1/1 Photo of Canned (Bottled) Salsa
Jenny Sanders's Note:
Most recipes for canning salsa call for vinegar, which I do not like at all. It makes the salsa taste more like a pickle and less like a fresh salsa. I developed this recipe to conform to the requirements of safe canning practices while still tasting as much like fresh salsa as possible. Salting and straining the tomatoes prevents the salsa from being too "soupy" without requiring a long cooking time to reduce the liquid. You should buy 10 limes; you probably won't need them all but they do vary in juiciness quite a bit. NOTE: Jalapenos vary wildly in strength - the ones I get are fairly mild. If yours are very hot, or if you are looking for a milder salsa, you should feel free to reduce them accordingly.
My Private Note
500ml j ...
Units: US | Metric
- 1Bring a large pot of water to a boil.
- 2Blanch the tomatoes by dropping them into the boiling water for one minute.

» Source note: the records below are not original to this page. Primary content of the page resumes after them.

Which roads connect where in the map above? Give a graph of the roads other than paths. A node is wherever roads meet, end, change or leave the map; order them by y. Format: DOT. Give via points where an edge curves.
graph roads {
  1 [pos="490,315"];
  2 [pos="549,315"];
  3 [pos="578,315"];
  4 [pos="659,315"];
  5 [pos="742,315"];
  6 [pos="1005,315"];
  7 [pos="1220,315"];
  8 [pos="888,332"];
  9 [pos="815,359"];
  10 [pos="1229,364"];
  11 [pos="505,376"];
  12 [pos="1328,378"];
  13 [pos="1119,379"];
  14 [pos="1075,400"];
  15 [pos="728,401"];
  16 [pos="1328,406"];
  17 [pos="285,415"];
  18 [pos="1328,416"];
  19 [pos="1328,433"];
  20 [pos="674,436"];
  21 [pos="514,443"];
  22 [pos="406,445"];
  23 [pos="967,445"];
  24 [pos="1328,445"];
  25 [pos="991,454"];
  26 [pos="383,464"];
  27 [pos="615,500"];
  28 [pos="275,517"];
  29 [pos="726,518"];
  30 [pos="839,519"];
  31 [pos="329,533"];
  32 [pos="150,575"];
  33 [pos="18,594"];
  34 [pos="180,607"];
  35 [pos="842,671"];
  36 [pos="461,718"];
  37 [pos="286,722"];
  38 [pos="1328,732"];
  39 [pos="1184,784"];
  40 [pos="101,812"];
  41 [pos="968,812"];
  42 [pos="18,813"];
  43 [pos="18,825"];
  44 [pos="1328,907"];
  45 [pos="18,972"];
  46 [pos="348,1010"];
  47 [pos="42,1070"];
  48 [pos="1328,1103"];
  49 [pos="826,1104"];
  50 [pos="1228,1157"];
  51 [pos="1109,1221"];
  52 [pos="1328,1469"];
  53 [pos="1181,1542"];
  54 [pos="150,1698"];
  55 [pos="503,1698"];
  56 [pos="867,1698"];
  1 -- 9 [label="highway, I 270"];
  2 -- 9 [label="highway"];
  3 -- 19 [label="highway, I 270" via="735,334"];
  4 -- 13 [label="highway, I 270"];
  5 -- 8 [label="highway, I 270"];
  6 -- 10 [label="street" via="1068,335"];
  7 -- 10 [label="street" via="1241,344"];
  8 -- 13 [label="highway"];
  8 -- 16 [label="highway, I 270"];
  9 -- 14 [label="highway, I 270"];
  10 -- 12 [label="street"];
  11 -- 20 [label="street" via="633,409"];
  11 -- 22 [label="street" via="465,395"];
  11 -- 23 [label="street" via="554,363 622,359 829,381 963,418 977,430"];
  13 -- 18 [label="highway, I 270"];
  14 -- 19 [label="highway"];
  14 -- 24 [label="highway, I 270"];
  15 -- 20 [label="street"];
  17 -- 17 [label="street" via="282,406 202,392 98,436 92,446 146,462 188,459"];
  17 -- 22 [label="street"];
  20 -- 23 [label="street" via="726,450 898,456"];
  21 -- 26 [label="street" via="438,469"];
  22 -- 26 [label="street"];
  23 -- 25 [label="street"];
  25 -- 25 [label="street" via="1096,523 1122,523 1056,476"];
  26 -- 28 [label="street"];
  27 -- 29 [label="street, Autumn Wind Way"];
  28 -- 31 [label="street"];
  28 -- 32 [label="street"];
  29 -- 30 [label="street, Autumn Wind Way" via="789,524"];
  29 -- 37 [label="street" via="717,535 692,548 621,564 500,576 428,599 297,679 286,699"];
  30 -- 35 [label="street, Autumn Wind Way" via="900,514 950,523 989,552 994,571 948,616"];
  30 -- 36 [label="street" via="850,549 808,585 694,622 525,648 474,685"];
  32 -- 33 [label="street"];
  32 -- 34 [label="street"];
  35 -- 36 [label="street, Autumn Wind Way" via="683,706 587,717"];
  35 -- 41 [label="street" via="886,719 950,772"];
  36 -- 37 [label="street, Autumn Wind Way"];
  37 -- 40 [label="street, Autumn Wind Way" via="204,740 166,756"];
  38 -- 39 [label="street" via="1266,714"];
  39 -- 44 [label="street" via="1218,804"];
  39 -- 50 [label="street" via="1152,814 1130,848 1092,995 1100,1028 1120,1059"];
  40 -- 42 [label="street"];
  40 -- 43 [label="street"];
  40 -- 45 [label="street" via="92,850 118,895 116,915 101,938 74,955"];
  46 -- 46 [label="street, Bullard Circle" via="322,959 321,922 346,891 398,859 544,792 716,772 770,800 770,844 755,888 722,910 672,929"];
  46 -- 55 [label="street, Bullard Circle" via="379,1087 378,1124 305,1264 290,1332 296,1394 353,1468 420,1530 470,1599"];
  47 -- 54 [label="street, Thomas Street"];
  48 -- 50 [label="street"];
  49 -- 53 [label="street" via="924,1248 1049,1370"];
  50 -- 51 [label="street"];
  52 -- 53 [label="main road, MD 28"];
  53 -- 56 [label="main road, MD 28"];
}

You will need to do them in batches.
- 3Transfer them to a large bowl or sink full of cold water.
- 4Fish them out and peel them.
- 5Chop them coarsely and sprinkle with pickling salt in layers as you go - I try to use about 4 tablespoons.

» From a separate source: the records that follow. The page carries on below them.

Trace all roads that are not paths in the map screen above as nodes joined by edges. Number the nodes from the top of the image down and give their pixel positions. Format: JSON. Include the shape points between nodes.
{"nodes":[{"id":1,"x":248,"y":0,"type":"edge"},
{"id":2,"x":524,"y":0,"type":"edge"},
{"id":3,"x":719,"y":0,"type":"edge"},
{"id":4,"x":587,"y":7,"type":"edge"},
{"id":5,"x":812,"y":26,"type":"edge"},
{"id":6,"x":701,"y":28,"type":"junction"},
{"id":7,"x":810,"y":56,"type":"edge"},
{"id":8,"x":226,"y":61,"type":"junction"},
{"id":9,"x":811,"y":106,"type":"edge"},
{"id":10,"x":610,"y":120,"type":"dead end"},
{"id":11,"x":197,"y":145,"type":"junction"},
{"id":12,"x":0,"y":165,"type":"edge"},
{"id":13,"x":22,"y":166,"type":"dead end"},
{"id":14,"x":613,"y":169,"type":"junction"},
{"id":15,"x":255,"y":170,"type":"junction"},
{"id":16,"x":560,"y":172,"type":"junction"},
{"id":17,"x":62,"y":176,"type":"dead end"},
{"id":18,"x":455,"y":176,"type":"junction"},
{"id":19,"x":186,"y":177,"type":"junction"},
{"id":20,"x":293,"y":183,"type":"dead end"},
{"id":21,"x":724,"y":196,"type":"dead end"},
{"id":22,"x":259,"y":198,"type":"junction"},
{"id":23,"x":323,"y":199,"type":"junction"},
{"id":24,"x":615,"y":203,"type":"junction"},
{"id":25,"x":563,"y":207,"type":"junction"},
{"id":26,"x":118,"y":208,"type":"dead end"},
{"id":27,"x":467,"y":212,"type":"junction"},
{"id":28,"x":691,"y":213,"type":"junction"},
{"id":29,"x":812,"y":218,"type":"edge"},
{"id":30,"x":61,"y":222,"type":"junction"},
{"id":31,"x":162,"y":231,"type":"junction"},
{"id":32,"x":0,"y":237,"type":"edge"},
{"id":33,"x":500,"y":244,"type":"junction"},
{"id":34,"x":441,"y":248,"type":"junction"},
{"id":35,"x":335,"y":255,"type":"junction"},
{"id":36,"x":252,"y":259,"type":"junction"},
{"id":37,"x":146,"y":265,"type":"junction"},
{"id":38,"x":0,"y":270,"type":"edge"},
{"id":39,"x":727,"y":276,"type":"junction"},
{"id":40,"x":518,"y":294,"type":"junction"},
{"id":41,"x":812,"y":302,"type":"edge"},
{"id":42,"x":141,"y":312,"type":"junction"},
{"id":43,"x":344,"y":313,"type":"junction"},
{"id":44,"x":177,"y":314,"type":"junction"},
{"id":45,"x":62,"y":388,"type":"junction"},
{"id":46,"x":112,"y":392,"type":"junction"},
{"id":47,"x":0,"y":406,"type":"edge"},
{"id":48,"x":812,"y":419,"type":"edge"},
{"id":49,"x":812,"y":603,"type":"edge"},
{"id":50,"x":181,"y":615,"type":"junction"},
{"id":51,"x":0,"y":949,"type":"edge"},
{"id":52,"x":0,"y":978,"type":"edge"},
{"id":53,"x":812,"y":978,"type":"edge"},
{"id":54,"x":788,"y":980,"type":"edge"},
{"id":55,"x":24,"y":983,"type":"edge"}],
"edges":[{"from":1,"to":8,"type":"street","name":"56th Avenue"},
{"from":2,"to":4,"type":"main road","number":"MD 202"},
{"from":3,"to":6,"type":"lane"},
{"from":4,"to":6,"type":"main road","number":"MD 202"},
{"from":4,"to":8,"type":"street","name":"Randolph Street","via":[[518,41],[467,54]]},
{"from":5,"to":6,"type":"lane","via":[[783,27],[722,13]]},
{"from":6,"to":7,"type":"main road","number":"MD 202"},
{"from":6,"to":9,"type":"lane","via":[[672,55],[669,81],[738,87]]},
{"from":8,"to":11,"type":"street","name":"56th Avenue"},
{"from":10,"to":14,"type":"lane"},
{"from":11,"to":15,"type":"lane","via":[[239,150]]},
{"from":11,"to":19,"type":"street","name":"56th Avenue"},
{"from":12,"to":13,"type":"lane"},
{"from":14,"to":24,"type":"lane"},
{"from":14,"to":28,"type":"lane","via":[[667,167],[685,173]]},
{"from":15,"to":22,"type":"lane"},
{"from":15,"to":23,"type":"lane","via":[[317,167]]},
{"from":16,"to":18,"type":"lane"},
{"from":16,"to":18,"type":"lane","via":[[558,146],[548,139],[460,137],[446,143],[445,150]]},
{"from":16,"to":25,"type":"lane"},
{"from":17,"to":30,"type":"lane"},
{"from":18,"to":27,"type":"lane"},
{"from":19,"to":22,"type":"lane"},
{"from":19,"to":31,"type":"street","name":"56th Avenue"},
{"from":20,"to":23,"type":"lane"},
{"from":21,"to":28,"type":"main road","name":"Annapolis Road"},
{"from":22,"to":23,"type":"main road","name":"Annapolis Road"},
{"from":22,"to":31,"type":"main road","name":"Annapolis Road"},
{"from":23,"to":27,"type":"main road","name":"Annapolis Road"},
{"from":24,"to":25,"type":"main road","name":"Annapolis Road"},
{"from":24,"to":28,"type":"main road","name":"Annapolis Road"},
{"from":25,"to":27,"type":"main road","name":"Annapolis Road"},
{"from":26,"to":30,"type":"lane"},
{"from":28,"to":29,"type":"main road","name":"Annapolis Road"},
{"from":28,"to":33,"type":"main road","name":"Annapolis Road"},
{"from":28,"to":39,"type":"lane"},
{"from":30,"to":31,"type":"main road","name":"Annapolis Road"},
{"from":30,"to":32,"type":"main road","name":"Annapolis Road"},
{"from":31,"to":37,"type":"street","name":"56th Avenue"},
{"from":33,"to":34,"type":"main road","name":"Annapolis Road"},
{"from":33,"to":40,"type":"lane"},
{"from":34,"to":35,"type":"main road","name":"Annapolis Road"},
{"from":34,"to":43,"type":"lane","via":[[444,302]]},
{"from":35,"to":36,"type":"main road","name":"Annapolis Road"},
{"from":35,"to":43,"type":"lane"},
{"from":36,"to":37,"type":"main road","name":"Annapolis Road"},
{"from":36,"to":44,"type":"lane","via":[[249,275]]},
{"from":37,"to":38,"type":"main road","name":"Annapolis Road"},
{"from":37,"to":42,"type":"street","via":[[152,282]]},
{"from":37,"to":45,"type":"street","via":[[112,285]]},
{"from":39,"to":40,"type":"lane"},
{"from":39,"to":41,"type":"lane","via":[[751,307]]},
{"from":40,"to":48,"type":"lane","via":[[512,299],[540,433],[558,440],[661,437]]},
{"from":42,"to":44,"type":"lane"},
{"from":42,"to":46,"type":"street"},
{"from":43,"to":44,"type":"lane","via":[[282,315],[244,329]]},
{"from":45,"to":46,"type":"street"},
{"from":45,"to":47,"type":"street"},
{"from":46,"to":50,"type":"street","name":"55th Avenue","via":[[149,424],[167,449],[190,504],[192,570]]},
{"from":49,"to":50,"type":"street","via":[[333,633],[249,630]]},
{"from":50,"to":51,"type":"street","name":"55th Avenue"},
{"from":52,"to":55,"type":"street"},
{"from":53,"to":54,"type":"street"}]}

- 6Put them in a strainer and set in a cool place (but NOT the fridge!) to drain for several hours.
- 7When you are ready to procede, put all the canning jars in a large canner full of water to cover by one inch, and bring to a boil.
- 8Boil for 10 minutes.
- 9If your water is very hard, add a shot of vinegar to the water before it boils (to prevent lime build-up on bottles).
- 10Meanwhile, peel and chop the onions.
- 11Peel and deseed the peppers, and chop them.
- 12Peel and mince the garlic.
- 13Mix the tomato paste with cupful of the tomatoes until it is lump-free.
- 14Mix all the ingredients except the lime juice in a large kettle or pot.
- 15Bring the salsa to a boil.
- 16Lift the sterilized jars from the boiling water bath and empty them.
- 17(Most should be emptied into the sink, so the boiling water bath doesn't overflow when they go back in).
- 18Add 3 tbsps lime juice to each jar.
- 19Pack the salsa into the jars.
- 20Wipe rims, and seal according to manufacturer's instructions.
- 21(Generally, boil lids and rings for 5 minutes).
- 22Return the bottles to the boiling water bath and process them for 20 minutes. It may be necessary to do this in two batches; put as many in the canner as you are able to; when they come out add the next batch of jars to be sterilized while you fill the first set. Take them out and fill them as the first set of filled jars is being processed.
- 23Remove, allow to cool, and check seals.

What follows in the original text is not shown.